RECORDS ->

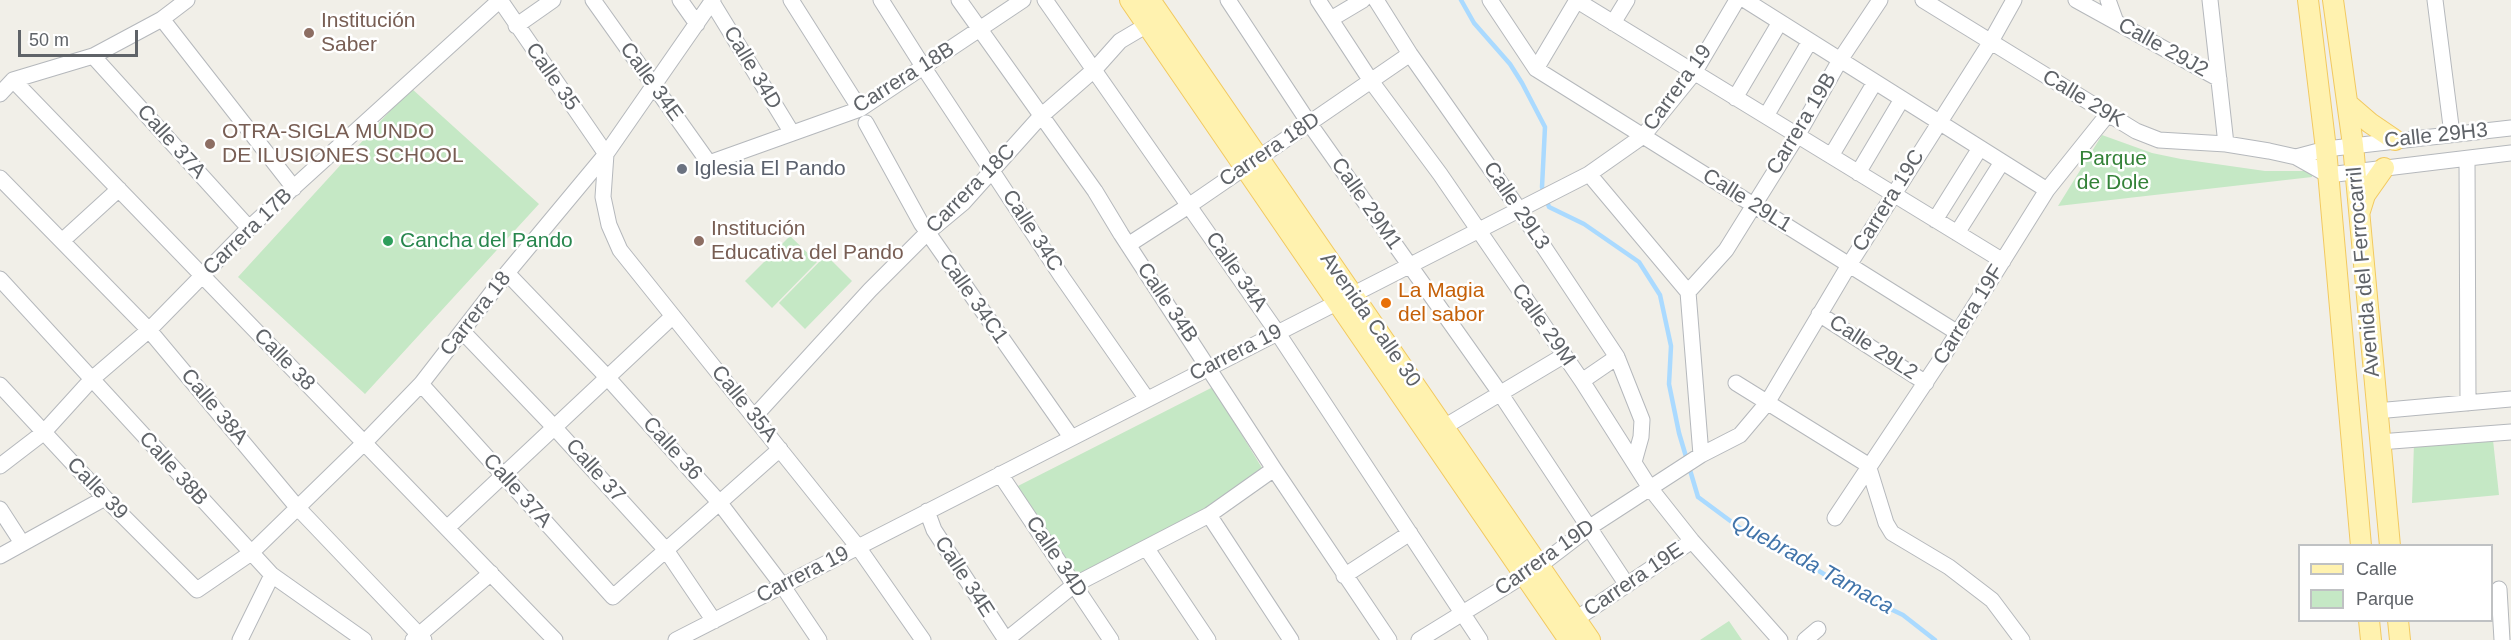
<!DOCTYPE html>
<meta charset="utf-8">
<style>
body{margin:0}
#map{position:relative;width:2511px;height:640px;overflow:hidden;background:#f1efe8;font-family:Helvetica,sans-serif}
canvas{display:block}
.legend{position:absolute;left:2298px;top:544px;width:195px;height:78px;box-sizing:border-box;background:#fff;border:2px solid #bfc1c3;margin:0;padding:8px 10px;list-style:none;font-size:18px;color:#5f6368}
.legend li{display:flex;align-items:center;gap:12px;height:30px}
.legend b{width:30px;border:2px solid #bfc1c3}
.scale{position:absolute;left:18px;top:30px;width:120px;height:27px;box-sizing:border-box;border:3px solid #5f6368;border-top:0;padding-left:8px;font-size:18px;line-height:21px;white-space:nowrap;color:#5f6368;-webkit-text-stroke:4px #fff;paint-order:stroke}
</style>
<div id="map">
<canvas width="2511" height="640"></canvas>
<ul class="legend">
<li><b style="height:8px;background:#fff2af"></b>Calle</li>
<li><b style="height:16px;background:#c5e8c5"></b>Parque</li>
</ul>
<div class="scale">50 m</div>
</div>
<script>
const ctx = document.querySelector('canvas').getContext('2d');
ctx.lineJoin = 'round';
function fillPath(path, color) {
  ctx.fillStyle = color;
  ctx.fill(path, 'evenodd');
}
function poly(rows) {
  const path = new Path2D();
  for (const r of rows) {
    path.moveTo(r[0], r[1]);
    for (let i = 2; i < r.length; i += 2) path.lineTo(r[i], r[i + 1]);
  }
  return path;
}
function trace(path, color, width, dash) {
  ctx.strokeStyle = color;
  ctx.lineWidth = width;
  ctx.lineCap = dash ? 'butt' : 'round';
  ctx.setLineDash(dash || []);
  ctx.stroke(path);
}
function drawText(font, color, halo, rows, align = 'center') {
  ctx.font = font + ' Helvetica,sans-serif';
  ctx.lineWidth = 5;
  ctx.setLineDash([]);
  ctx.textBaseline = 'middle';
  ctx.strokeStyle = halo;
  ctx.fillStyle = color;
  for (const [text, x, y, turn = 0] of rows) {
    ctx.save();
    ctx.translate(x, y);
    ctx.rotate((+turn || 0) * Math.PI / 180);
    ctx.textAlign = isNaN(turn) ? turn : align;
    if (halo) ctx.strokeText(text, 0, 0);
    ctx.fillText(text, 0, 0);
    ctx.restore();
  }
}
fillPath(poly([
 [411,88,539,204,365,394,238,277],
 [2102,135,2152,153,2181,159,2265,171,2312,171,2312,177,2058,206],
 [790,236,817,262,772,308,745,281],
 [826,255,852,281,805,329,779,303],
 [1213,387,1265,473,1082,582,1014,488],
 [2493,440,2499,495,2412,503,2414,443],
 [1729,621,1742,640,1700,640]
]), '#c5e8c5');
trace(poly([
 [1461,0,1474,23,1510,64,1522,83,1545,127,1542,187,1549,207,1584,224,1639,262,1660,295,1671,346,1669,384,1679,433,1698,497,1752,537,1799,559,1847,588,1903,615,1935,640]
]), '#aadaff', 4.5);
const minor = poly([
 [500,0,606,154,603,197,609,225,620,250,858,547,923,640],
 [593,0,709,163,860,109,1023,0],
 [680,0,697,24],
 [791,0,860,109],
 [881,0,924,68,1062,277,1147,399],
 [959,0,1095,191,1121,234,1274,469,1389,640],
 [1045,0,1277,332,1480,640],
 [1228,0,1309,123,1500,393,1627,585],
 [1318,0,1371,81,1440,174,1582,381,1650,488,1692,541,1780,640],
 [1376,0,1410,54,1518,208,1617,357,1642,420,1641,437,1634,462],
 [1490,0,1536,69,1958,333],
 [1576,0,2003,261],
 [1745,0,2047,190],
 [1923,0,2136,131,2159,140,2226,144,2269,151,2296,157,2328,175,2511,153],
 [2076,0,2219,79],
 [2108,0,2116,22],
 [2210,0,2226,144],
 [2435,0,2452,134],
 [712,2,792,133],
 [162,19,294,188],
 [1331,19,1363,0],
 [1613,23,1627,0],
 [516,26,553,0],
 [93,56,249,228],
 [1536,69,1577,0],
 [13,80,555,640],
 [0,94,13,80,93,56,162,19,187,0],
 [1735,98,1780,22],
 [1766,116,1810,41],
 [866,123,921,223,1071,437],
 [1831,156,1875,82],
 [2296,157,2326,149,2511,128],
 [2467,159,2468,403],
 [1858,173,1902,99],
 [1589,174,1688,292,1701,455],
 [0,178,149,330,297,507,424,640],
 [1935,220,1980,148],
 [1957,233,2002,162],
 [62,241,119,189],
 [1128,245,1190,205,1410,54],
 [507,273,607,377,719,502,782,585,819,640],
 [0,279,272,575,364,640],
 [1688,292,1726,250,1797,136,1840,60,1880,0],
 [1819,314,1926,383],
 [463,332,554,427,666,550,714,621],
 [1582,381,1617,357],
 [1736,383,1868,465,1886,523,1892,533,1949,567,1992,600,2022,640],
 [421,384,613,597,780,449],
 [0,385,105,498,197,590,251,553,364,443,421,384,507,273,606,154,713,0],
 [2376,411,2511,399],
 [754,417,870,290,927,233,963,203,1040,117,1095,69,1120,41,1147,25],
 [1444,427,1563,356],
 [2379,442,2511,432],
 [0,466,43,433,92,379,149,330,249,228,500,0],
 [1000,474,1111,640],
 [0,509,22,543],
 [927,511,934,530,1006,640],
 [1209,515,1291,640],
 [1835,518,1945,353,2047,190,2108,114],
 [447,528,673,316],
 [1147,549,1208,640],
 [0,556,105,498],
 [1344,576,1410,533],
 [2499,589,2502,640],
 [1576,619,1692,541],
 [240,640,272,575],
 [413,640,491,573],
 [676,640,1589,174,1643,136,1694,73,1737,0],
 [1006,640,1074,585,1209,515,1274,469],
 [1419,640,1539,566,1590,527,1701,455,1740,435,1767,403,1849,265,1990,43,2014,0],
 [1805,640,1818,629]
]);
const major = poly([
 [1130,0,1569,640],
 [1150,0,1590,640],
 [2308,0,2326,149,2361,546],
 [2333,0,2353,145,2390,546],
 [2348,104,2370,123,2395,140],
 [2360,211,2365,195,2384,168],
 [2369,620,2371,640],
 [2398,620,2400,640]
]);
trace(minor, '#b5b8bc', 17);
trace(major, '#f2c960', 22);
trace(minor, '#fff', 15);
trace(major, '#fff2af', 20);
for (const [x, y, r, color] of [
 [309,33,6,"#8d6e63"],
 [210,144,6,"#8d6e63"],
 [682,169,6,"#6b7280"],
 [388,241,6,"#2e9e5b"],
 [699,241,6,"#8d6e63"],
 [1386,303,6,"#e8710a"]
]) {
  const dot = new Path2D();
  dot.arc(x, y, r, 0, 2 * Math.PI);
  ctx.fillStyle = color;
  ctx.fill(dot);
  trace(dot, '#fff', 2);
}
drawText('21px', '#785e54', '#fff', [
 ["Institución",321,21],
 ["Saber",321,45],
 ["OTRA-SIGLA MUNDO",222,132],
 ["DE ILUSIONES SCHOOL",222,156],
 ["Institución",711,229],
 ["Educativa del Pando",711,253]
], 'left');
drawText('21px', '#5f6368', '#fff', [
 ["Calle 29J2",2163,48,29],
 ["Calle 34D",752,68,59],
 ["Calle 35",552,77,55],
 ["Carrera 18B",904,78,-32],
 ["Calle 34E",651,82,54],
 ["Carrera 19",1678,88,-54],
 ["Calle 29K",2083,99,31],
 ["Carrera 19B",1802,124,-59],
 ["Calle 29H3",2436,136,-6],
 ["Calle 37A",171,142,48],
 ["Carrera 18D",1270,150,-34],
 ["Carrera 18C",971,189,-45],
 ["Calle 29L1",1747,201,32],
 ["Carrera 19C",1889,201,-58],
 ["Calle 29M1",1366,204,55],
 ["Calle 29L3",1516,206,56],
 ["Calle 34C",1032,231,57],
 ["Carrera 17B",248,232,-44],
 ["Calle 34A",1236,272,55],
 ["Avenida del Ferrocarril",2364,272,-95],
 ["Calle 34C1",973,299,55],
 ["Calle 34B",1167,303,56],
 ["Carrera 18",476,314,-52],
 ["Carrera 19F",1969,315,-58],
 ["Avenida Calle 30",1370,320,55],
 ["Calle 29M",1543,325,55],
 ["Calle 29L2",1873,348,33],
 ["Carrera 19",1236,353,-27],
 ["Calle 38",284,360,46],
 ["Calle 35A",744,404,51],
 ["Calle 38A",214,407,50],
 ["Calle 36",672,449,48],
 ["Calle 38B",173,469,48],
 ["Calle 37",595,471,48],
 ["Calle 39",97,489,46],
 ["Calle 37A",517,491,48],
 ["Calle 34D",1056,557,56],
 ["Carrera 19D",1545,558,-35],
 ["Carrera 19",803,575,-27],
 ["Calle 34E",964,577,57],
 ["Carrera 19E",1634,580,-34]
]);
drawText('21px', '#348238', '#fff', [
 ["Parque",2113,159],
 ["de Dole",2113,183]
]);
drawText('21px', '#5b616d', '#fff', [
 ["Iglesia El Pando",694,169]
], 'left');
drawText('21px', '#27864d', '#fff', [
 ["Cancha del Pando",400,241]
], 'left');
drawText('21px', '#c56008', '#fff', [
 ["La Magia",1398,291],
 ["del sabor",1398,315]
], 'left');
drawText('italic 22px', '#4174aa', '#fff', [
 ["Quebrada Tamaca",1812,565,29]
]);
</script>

WHAT YOU HAVE TO DO -> Going back to the entries above, set down exactly the lines that begin at the one with "const ctx = document.querySelector('canvas').getContext('2d');" and end at the one with "ctx.lineWidth = width;", both included, and nothing else.

TASK OUTPUT ->
const ctx = document.querySelector('canvas').getContext('2d');
ctx.lineJoin = 'round';
function fillPath(path, color) {
  ctx.fillStyle = color;
  ctx.fill(path, 'evenodd');
}
function poly(rows) {
  const path = new Path2D();
  for (const r of rows) {
    path.moveTo(r[0], r[1]);
    for (let i = 2; i < r.length; i += 2) path.lineTo(r[i], r[i + 1]);
  }
  return path;
}
function trace(path, color, width, dash) {
  ctx.strokeStyle = color;
  ctx.lineWidth = width;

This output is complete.